▶ _Stored items_
[Start of section]

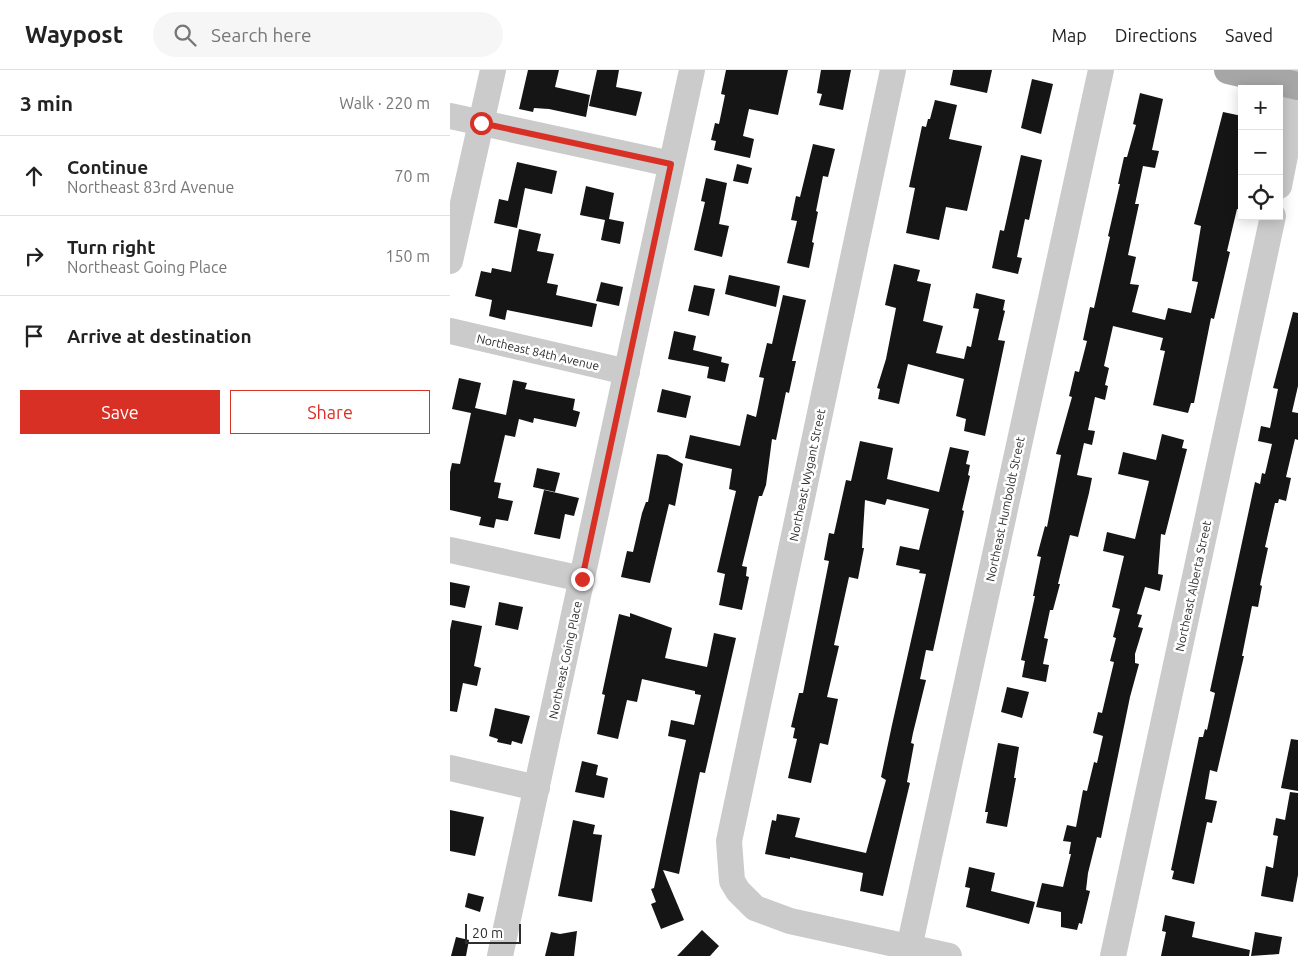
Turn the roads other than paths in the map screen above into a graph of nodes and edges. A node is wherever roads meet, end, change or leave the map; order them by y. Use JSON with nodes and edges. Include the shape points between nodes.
{"nodes":[{"id":1,"x":493,"y":70,"type":"edge"},
{"id":2,"x":692,"y":70,"type":"edge"},
{"id":3,"x":893,"y":70,"type":"edge"},
{"id":4,"x":1101,"y":70,"type":"edge"},
{"id":5,"x":1228,"y":70,"type":"edge"},
{"id":6,"x":1290,"y":80,"type":"edge"},
{"id":7,"x":450,"y":116,"type":"edge"},
{"id":8,"x":481,"y":123,"type":"junction"},
{"id":9,"x":671,"y":164,"type":"junction"},
{"id":10,"x":1281,"y":175,"type":"edge"},
{"id":11,"x":1272,"y":220,"type":"edge"},
{"id":12,"x":450,"y":261,"type":"edge"},
{"id":13,"x":450,"y":331,"type":"edge"},
{"id":14,"x":627,"y":372,"type":"junction"},
{"id":15,"x":450,"y":550,"type":"edge"},
{"id":16,"x":582,"y":579,"type":"junction"},
{"id":17,"x":450,"y":768,"type":"edge"},
{"id":18,"x":537,"y":788,"type":"junction"},
{"id":19,"x":909,"y":948,"type":"junction"},
{"id":20,"x":500,"y":956,"type":"edge"},
{"id":21,"x":949,"y":956,"type":"edge"},
{"id":22,"x":1113,"y":956,"type":"edge"}],
"edges":[{"from":1,"to":8,"type":"street"},
{"from":2,"to":9,"type":"street","name":"Northeast Going Place"},
{"from":3,"to":19,"type":"street","name":"Northeast Wygant Street","via":[[729,841],[732,881],[756,908],[790,921]]},
{"from":4,"to":19,"type":"street","name":"Northeast Humboldt Street"},
{"from":5,"to":6,"type":"main road"},
{"from":6,"to":10,"type":"street","via":[[1293,116]]},
{"from":7,"to":8,"type":"street"},
{"from":8,"to":9,"type":"street"},
{"from":8,"to":12,"type":"street"},
{"from":9,"to":14,"type":"street","name":"Northeast Going Place"},
{"from":11,"to":22,"type":"street","name":"Northeast Alberta Street"},
{"from":13,"to":14,"type":"street","name":"Northeast 84th Avenue"},
{"from":14,"to":16,"type":"street","name":"Northeast Going Place"},
{"from":15,"to":16,"type":"street"},
{"from":16,"to":18,"type":"street","name":"Northeast Going Place"},
{"from":17,"to":18,"type":"street"},
{"from":18,"to":20,"type":"street","name":"Northeast Going Place"},
{"from":19,"to":21,"type":"street"}]}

[End of section]

▶ _What is needed_
Where an entry contains an image, skip the image and write out the rest exactly.

▶ _Exercise response_
Turn the roads other than paths in the map screen above into a graph of nodes and edges. A node is wherever roads meet, end, change or leave the map; order them by y. Use JSON with nodes and edges. Include the shape points between nodes.
{"nodes":[{"id":1,"x":493,"y":70,"type":"edge"},
{"id":2,"x":692,"y":70,"type":"edge"},
{"id":3,"x":893,"y":70,"type":"edge"},
{"id":4,"x":1101,"y":70,"type":"edge"},
{"id":5,"x":1228,"y":70,"type":"edge"},
{"id":6,"x":1290,"y":80,"type":"edge"},
{"id":7,"x":450,"y":116,"type":"edge"},
{"id":8,"x":481,"y":123,"type":"junction"},
{"id":9,"x":671,"y":164,"type":"junction"},
{"id":10,"x":1281,"y":175,"type":"edge"},
{"id":11,"x":1272,"y":220,"type":"edge"},
{"id":12,"x":450,"y":261,"type":"edge"},
{"id":13,"x":450,"y":331,"type":"edge"},
{"id":14,"x":627,"y":372,"type":"junction"},
{"id":15,"x":450,"y":550,"type":"edge"},
{"id":16,"x":582,"y":579,"type":"junction"},
{"id":17,"x":450,"y":768,"type":"edge"},
{"id":18,"x":537,"y":788,"type":"junction"},
{"id":19,"x":909,"y":948,"type":"junction"},
{"id":20,"x":500,"y":956,"type":"edge"},
{"id":21,"x":949,"y":956,"type":"edge"},
{"id":22,"x":1113,"y":956,"type":"edge"}],
"edges":[{"from":1,"to":8,"type":"street"},
{"from":2,"to":9,"type":"street","name":"Northeast Going Place"},
{"from":3,"to":19,"type":"street","name":"Northeast Wygant Street","via":[[729,841],[732,881],[756,908],[790,921]]},
{"from":4,"to":19,"type":"street","name":"Northeast Humboldt Street"},
{"from":5,"to":6,"type":"main road"},
{"from":6,"to":10,"type":"street","via":[[1293,116]]},
{"from":7,"to":8,"type":"street"},
{"from":8,"to":9,"type":"street"},
{"from":8,"to":12,"type":"street"},
{"from":9,"to":14,"type":"street","name":"Northeast Going Place"},
{"from":11,"to":22,"type":"street","name":"Northeast Alberta Street"},
{"from":13,"to":14,"type":"street","name":"Northeast 84th Avenue"},
{"from":14,"to":16,"type":"street","name":"Northeast Going Place"},
{"from":15,"to":16,"type":"street"},
{"from":16,"to":18,"type":"street","name":"Northeast Going Place"},
{"from":17,"to":18,"type":"street"},
{"from":18,"to":20,"type":"street","name":"Northeast Going Place"},
{"from":19,"to":21,"type":"street"}]}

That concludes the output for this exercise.